As well as in the first two books of this series, we have a murder and Chloe in the right place at the right time for the murder’s discovery. The way the author writes, the mystery is always fun to unravel and intriguing. It does have some slight suspense, but this is not a book that will keep you on the edge of your seat. However, that does not take away from the book and your enjoyment of it. The fact that the action develops too slowly is what can frustrate you. Since it is a simple murder mystery, with a couple of red herrings, a few side stories are to be expected and welcomed. And here we have a very endearing one, very unexpected and surprisingly sweet showing God’s mercy in using us to impact others with our example even with the people we least expect it. That side story alone is worth reading through parts that just seem to drag the main story. But, even though some of the narration reads as if the author was just trying to lengthen the story, no side story here is a filler. Each one complements the main story nicely.

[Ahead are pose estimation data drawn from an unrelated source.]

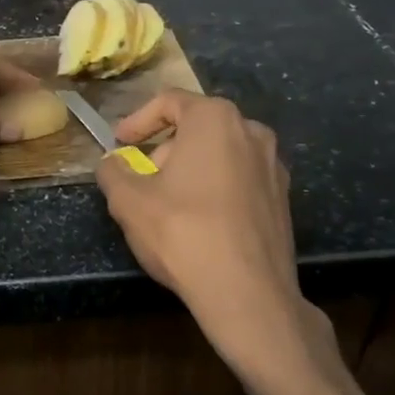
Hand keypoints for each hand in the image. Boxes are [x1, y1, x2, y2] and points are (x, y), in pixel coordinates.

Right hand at [95, 90, 329, 371]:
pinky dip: (215, 188)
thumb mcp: (128, 201)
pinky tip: (199, 222)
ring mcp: (274, 166)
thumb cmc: (183, 233)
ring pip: (220, 153)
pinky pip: (240, 179)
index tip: (119, 142)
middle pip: (197, 127)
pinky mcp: (283, 199)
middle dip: (164, 148)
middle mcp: (251, 132)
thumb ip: (112, 172)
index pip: (169, 101)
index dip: (137, 120)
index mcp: (215, 119)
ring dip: (189, 169)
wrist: (248, 293)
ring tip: (167, 203)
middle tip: (141, 178)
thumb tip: (110, 164)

Also nice, at least in the beginning, is the romance between Chloe and Timothy and the charming attraction between Becky and Aaron. It is very evident that Timothy is very much in love with Chloe, and he is so sweet to her. But that relationship has been developing since the first book and by now it’s just moving painfully slow. The attraction between Becky and Aaron, Timothy’s best friend, is much more interesting and would make a great main story for another book.

Although the author follows the same line as before, casting a dark shadow over some Amish characters, this time around the Amish are presented in a better, more flattering light. It is not common to find an author willing to explore the unfriendly side of the Amish, at least not to the extend author Amanda Flower has, so it is a different, interesting take.

This is the third book in the Appleseed Creek Mystery series, and it is pretty evident, but it can be read alone. However, I would highly recommend to read them all and in order, not only because they are quite good, but also because the reader can best appreciate the characters’ growth and development that way.

'A Plain Disappearance' is a very enjoyable murder mystery, with a very nice message of God’s work in us and through us.

3.5 stars out of 5

*I received a copy of this book from B&H Books through NetGalley in exchange of an honest review.